What the task requires:
Restate the records below word for word.

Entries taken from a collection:
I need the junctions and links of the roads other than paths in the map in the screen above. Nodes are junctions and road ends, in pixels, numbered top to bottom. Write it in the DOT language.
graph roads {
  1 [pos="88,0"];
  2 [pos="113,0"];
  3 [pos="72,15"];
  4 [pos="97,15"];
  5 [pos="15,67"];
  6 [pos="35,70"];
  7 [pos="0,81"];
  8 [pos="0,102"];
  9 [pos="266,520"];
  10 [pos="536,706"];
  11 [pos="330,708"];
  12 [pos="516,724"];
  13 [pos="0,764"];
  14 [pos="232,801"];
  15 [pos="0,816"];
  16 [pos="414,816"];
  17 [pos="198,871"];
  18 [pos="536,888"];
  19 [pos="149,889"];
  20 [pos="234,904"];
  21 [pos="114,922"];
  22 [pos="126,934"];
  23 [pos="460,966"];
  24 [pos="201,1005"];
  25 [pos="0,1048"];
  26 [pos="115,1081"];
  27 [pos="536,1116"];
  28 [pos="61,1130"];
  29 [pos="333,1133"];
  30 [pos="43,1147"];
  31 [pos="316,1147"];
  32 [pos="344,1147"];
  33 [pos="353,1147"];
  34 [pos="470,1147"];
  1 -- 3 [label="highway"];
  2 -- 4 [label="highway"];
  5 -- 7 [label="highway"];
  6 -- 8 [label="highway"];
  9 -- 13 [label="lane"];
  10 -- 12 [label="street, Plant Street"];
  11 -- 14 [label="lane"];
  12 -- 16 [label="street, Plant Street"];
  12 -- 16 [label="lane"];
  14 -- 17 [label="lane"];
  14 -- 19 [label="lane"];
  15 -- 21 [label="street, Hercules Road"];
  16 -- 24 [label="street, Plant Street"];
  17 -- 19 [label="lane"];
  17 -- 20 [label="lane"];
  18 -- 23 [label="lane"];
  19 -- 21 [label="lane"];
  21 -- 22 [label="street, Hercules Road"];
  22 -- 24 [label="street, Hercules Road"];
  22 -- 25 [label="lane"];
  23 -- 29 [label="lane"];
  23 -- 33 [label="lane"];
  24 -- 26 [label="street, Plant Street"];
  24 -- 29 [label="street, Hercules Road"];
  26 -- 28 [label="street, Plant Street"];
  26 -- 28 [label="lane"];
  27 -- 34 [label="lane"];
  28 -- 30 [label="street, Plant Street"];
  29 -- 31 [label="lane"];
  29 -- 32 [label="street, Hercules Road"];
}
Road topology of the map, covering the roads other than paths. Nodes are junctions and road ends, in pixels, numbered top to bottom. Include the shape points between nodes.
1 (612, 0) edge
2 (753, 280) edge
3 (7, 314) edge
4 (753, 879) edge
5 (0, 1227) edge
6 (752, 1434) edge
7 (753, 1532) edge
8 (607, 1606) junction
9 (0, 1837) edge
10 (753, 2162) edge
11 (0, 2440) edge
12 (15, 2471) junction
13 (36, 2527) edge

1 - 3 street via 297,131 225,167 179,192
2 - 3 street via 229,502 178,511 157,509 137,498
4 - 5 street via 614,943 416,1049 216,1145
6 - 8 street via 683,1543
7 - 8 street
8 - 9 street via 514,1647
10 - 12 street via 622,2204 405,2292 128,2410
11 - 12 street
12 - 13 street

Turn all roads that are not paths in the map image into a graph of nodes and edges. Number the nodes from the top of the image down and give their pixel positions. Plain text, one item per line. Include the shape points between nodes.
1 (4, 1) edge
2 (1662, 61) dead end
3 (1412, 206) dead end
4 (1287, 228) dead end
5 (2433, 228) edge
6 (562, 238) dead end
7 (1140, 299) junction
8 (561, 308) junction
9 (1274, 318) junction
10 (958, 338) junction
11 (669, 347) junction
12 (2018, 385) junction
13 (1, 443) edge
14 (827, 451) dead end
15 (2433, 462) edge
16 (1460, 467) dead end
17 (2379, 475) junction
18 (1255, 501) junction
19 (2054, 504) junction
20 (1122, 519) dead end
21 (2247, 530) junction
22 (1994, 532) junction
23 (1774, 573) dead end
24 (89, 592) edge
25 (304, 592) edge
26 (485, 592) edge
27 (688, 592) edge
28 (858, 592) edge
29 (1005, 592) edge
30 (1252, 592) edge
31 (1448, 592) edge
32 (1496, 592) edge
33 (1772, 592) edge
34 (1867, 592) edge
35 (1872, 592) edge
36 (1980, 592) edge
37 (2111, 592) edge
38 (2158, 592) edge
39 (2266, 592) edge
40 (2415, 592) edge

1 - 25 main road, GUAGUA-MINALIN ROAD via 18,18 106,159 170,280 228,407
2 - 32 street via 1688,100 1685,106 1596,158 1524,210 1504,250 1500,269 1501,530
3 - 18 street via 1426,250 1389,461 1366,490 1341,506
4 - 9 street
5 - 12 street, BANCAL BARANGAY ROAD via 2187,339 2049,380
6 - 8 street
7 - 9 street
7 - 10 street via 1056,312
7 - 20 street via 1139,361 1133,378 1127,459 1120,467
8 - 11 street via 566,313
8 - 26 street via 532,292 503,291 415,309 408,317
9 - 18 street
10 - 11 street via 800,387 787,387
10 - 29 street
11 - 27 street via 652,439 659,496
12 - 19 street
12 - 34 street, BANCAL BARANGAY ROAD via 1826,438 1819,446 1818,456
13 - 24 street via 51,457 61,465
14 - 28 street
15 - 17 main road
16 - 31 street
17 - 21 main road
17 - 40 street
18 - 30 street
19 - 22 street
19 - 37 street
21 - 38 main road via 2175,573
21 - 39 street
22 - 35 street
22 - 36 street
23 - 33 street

Task output:
I need the junctions and links of the roads other than paths in the map in the screen above. Nodes are junctions and road ends, in pixels, numbered top to bottom. Write it in the DOT language.
graph roads {
  1 [pos="88,0"];
  2 [pos="113,0"];
  3 [pos="72,15"];
  4 [pos="97,15"];
  5 [pos="15,67"];
  6 [pos="35,70"];
  7 [pos="0,81"];
  8 [pos="0,102"];
  9 [pos="266,520"];
  10 [pos="536,706"];
  11 [pos="330,708"];
  12 [pos="516,724"];
  13 [pos="0,764"];
  14 [pos="232,801"];
  15 [pos="0,816"];
  16 [pos="414,816"];
  17 [pos="198,871"];
  18 [pos="536,888"];
  19 [pos="149,889"];
  20 [pos="234,904"];
  21 [pos="114,922"];
  22 [pos="126,934"];
  23 [pos="460,966"];
  24 [pos="201,1005"];
  25 [pos="0,1048"];
  26 [pos="115,1081"];
  27 [pos="536,1116"];
  28 [pos="61,1130"];
  29 [pos="333,1133"];
  30 [pos="43,1147"];
  31 [pos="316,1147"];
  32 [pos="344,1147"];
  33 [pos="353,1147"];
  34 [pos="470,1147"];
  1 -- 3 [label="highway"];
  2 -- 4 [label="highway"];
  5 -- 7 [label="highway"];
  6 -- 8 [label="highway"];
  9 -- 13 [label="lane"];
  10 -- 12 [label="street, Plant Street"];
  11 -- 14 [label="lane"];
  12 -- 16 [label="street, Plant Street"];
  12 -- 16 [label="lane"];
  14 -- 17 [label="lane"];
  14 -- 19 [label="lane"];
  15 -- 21 [label="street, Hercules Road"];
  16 -- 24 [label="street, Plant Street"];
  17 -- 19 [label="lane"];
  17 -- 20 [label="lane"];
  18 -- 23 [label="lane"];
  19 -- 21 [label="lane"];
  21 -- 22 [label="street, Hercules Road"];
  22 -- 24 [label="street, Hercules Road"];
  22 -- 25 [label="lane"];
  23 -- 29 [label="lane"];
  23 -- 33 [label="lane"];
  24 -- 26 [label="street, Plant Street"];
  24 -- 29 [label="street, Hercules Road"];
  26 -- 28 [label="street, Plant Street"];
  26 -- 28 [label="lane"];
  27 -- 34 [label="lane"];
  28 -- 30 [label="street, Plant Street"];
  29 -- 31 [label="lane"];
  29 -- 32 [label="street, Hercules Road"];
}
Road topology of the map, covering the roads other than paths. Nodes are junctions and road ends, in pixels, numbered top to bottom. Include the shape points between nodes.
1 (612, 0) edge
2 (753, 280) edge
3 (7, 314) edge
4 (753, 879) edge
5 (0, 1227) edge
6 (752, 1434) edge
7 (753, 1532) edge
8 (607, 1606) junction
9 (0, 1837) edge
10 (753, 2162) edge
11 (0, 2440) edge
12 (15, 2471) junction
13 (36, 2527) edge

1 - 3 street via 297,131 225,167 179,192
2 - 3 street via 229,502 178,511 157,509 137,498
4 - 5 street via 614,943 416,1049 216,1145
6 - 8 street via 683,1543
7 - 8 street
8 - 9 street via 514,1647
10 - 12 street via 622,2204 405,2292 128,2410
11 - 12 street
12 - 13 street

Turn all roads that are not paths in the map image into a graph of nodes and edges. Number the nodes from the top of the image down and give their pixel positions. Plain text, one item per line. Include the shape points between nodes.
1 (4, 1) edge
2 (1662, 61) dead end
3 (1412, 206) dead end
4 (1287, 228) dead end
5 (2433, 228) edge
6 (562, 238) dead end
7 (1140, 299) junction
8 (561, 308) junction
9 (1274, 318) junction
10 (958, 338) junction
11 (669, 347) junction
12 (2018, 385) junction
13 (1, 443) edge
14 (827, 451) dead end
15 (2433, 462) edge
16 (1460, 467) dead end
17 (2379, 475) junction
18 (1255, 501) junction
19 (2054, 504) junction
20 (1122, 519) dead end
21 (2247, 530) junction
22 (1994, 532) junction
23 (1774, 573) dead end
24 (89, 592) edge
25 (304, 592) edge
26 (485, 592) edge
27 (688, 592) edge
28 (858, 592) edge
29 (1005, 592) edge
30 (1252, 592) edge
31 (1448, 592) edge
32 (1496, 592) edge
33 (1772, 592) edge
34 (1867, 592) edge
35 (1872, 592) edge
36 (1980, 592) edge
37 (2111, 592) edge
38 (2158, 592) edge
39 (2266, 592) edge
40 (2415, 592) edge

1 - 25 main road, GUAGUA-MINALIN ROAD via 18,18 106,159 170,280 228,407
2 - 32 street via 1688,100 1685,106 1596,158 1524,210 1504,250 1500,269 1501,530
3 - 18 street via 1426,250 1389,461 1366,490 1341,506
4 - 9 street
5 - 12 street, BANCAL BARANGAY ROAD via 2187,339 2049,380
6 - 8 street
7 - 9 street
7 - 10 street via 1056,312
7 - 20 street via 1139,361 1133,378 1127,459 1120,467
8 - 11 street via 566,313
8 - 26 street via 532,292 503,291 415,309 408,317
9 - 18 street
10 - 11 street via 800,387 787,387
10 - 29 street
11 - 27 street via 652,439 659,496
12 - 19 street
12 - 34 street, BANCAL BARANGAY ROAD via 1826,438 1819,446 1818,456
13 - 24 street via 51,457 61,465
14 - 28 street
15 - 17 main road
16 - 31 street
17 - 21 main road
17 - 40 street
18 - 30 street
19 - 22 street
19 - 37 street
21 - 38 main road via 2175,573
21 - 39 street
22 - 35 street
22 - 36 street
23 - 33 street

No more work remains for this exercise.